Archive for 2005

SUNDAY, I complained about a lack of media coverage of Egyptian anti-terrorist protests. Not everyone ignored them, though: Here’s a story from NPR’s Morning Edition on Monday. And here’s a story from today’s Guardian on Karim Elsahy’s Cairo antiterror protest.

Karim notes a followup protest planned for Friday — plenty of time for Big Media folks to send reporters and cameras!

There’s also a link to a charity for the victims of the Sharm El Sheikh bombing.

A BLOG solves a murder? (Thanks to Eric Muller for the tip.)

BRANNON DENNING:

I came up with a few questions that I’d like to see asked during Roberts’s confirmation hearings.

* To what extent and under what conditions, if any, should the Supreme Court look to foreign law for guidance in interpreting the U.S. Constitution?

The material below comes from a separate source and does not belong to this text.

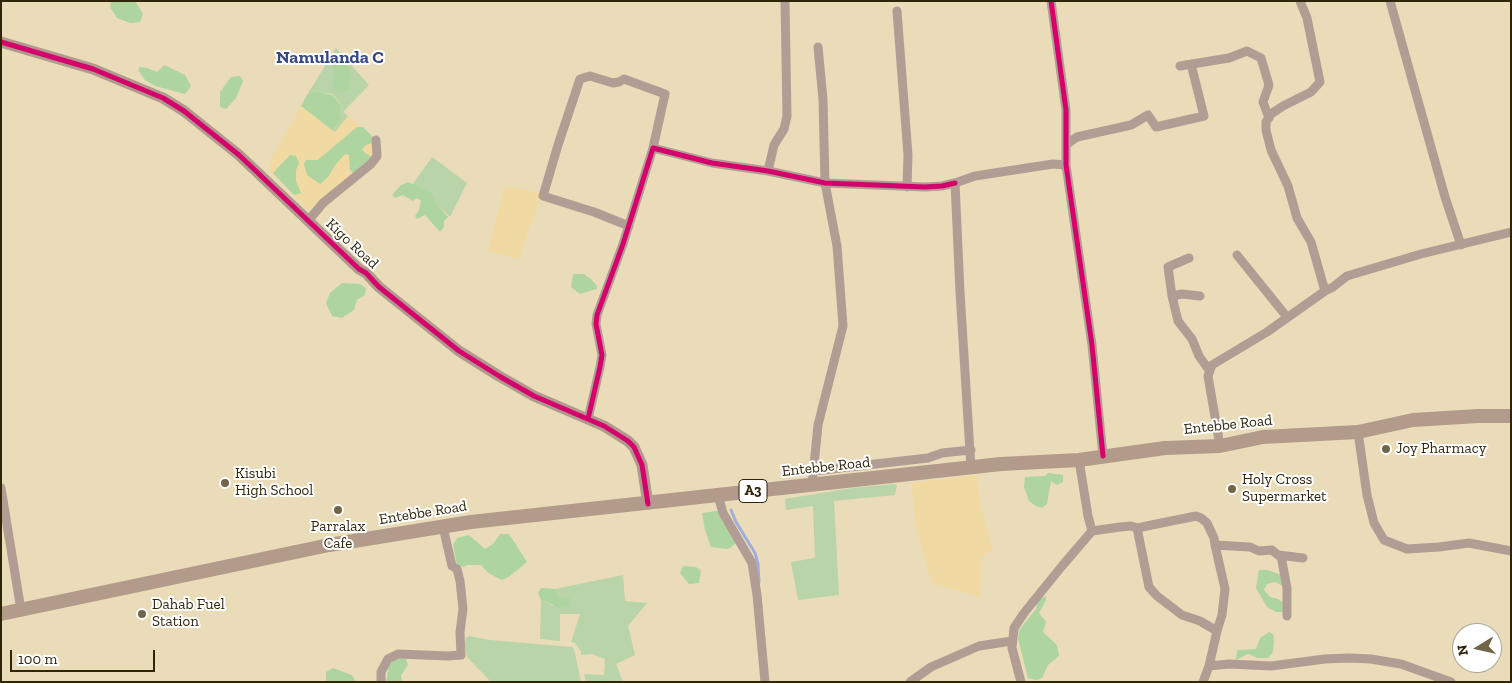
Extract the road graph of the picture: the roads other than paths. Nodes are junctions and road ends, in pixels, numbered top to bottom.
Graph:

* What role should stare decisis play in constitutional adjudication?

* To what extent can the President make foreign policy independently of Congress, and can the President’s foreign policy—not otherwise undertaken pursuant to congressional authorization or embodied in a treaty or executive agreement—preempt state and local laws that express a different policy?

Are there any cutting edge issues that you’d like to see brought up at the confirmation hearings? Am I being too tough on Senator Schumer?

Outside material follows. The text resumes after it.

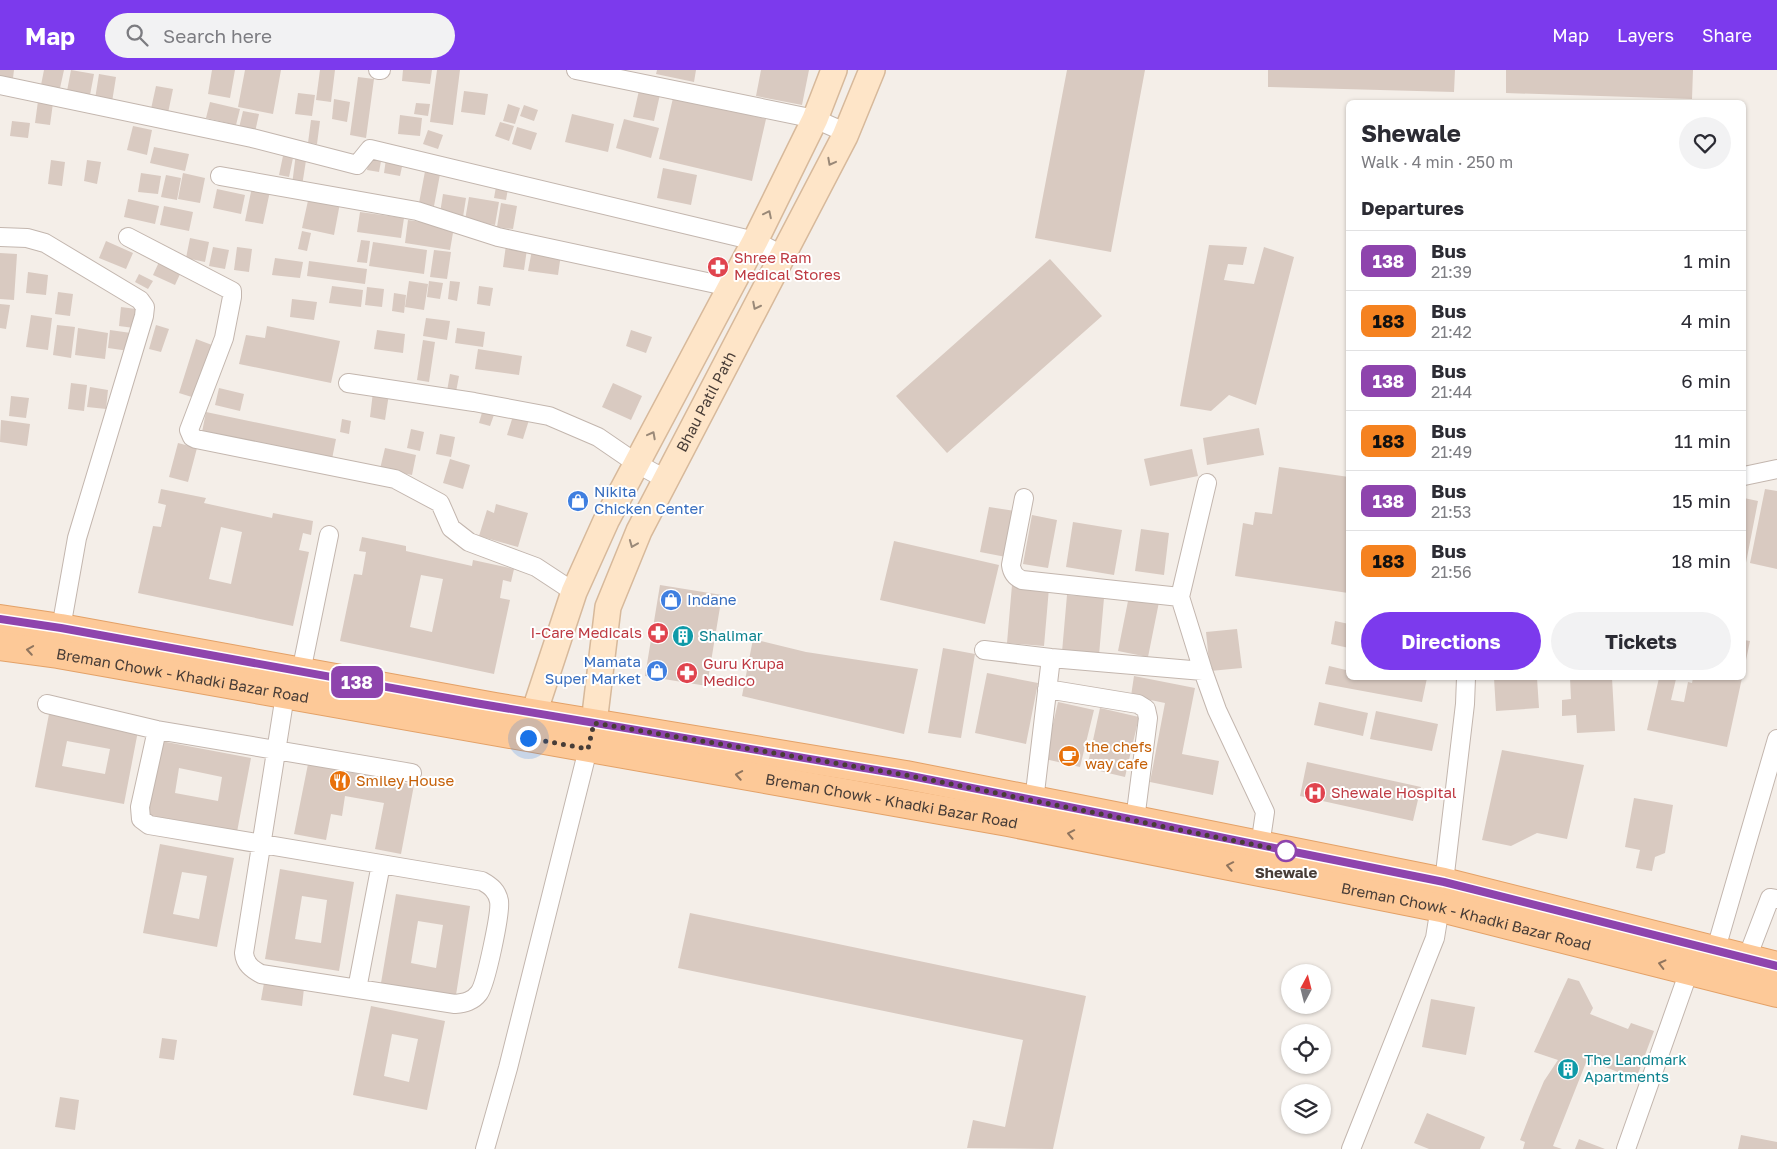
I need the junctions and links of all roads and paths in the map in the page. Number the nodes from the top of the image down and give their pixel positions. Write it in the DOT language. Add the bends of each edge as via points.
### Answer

I’d like to know what Roberts thinks of penumbral reasoning as a methodology.

MICKEY KAUS: “Is Hillary Clinton ever electric? I deny it.”

He’s not buying her move to the center, either.

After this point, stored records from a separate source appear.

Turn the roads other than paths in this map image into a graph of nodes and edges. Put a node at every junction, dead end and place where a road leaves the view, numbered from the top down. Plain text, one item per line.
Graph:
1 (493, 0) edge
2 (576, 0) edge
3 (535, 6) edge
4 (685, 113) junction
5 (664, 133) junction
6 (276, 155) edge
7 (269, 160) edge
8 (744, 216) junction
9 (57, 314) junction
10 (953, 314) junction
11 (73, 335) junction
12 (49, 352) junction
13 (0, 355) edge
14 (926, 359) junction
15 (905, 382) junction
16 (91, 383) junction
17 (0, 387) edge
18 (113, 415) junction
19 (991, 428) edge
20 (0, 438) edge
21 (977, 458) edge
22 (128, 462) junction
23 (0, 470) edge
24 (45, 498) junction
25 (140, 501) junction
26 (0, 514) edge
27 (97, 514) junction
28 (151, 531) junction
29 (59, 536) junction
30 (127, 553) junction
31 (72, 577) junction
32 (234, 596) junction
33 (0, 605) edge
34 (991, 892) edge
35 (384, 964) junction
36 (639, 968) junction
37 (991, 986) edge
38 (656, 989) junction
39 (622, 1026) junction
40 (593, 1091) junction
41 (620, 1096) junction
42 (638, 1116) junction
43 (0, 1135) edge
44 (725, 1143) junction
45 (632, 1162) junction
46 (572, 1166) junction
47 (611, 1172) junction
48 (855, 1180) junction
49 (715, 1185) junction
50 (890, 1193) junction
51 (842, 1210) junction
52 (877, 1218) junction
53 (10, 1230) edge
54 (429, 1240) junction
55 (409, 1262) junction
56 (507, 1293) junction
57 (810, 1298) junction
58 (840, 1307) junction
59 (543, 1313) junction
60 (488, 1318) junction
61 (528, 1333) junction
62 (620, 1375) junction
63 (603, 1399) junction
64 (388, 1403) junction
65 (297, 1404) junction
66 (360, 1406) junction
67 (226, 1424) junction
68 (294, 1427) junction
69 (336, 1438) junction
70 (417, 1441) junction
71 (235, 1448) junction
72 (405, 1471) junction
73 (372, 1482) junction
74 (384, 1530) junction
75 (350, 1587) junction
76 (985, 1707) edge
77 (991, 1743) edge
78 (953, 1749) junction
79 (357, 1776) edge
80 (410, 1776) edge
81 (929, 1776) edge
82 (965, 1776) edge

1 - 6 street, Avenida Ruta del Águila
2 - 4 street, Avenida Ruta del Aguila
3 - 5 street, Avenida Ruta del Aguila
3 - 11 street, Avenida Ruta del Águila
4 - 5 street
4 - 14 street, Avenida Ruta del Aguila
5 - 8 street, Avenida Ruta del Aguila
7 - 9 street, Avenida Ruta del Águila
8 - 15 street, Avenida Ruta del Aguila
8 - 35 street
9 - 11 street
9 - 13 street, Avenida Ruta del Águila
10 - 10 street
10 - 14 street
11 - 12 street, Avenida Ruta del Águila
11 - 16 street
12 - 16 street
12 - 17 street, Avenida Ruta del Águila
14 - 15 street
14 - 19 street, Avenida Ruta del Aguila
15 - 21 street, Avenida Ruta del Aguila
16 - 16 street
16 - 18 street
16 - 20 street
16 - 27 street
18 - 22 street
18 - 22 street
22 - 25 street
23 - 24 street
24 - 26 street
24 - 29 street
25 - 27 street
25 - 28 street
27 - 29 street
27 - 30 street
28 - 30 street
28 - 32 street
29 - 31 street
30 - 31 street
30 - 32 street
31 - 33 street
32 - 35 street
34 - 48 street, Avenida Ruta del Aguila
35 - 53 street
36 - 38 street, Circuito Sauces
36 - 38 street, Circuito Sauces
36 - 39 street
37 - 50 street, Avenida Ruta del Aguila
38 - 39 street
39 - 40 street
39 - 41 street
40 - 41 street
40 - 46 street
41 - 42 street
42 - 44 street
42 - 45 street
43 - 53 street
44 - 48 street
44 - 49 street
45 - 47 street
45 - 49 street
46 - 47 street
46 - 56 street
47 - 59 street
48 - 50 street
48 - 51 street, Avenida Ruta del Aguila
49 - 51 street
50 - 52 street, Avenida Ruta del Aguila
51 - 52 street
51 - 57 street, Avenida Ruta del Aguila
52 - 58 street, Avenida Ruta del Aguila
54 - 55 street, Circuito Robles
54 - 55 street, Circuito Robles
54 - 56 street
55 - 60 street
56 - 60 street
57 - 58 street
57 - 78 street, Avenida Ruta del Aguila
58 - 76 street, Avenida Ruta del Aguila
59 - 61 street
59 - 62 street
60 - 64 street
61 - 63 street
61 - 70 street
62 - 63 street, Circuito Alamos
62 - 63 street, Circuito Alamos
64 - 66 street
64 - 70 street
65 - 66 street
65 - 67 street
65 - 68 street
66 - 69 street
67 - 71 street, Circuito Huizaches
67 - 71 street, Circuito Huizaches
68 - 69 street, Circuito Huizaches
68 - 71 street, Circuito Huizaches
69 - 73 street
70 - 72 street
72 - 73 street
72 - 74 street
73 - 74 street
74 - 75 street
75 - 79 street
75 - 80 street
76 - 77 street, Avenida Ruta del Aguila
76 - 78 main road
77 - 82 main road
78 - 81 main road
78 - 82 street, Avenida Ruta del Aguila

MORE FROM MOSUL: Michael Yon has posted another report, with photos, about how the Iraqi police are doing. Excerpt:

The enemy in Iraq does not appear to be weakening; if anything, they are becoming smarter, more complicated and deadlier. But this does not mean they are winning; to imply that getting smarter and deadlier equates to winning, is fallacious. Most accounts of the situation in Iraq focus on enemy “successes” (if success is re-defined as annihiliation of civility), while redacting the increasing viability and strength of the Iraqi government, which clearly is outpacing the insurgency.

The Mosul police are now strong enough to launch successful undercover operations, and have been fanning out across Mosul and surrounding villages, snooping and listening for snippets. On July 15th, police working undercover in a village Northwest of Mosul heard a group of villagers talking about a weapons cache, but the location was not mentioned. Iraqi forces locked down the village, searched and found a weapons depot from Syria into Mosul. Iraqi police also found and rescued the 28 year-old woman I mentioned briefly in the last dispatch. She was the wife of a Mosul journalist, and had been kidnapped and held for ransom by members of a beheading cell. After the village search, police hauled four men to a Mosul station for interrogation, and alerted the Americans.

Read the whole thing.

TECH BLEG: If I have an audio CD-R of unknown provenance, can I extract information about the machine that burned it that might help me track it down? If the music was downloaded from an Internet site, will any useful information survive? Where would I go to find out more about that?

VERIZON EVDO UPDATE: I’m getting “Broadband Access” in Knoxville now — two different places, both at about 350kbps according to the CNET bandwidth tester. I’ve heard reports of the broadband coming and going in this area over the past few weeks; I hope they’ll roll it out for good soon.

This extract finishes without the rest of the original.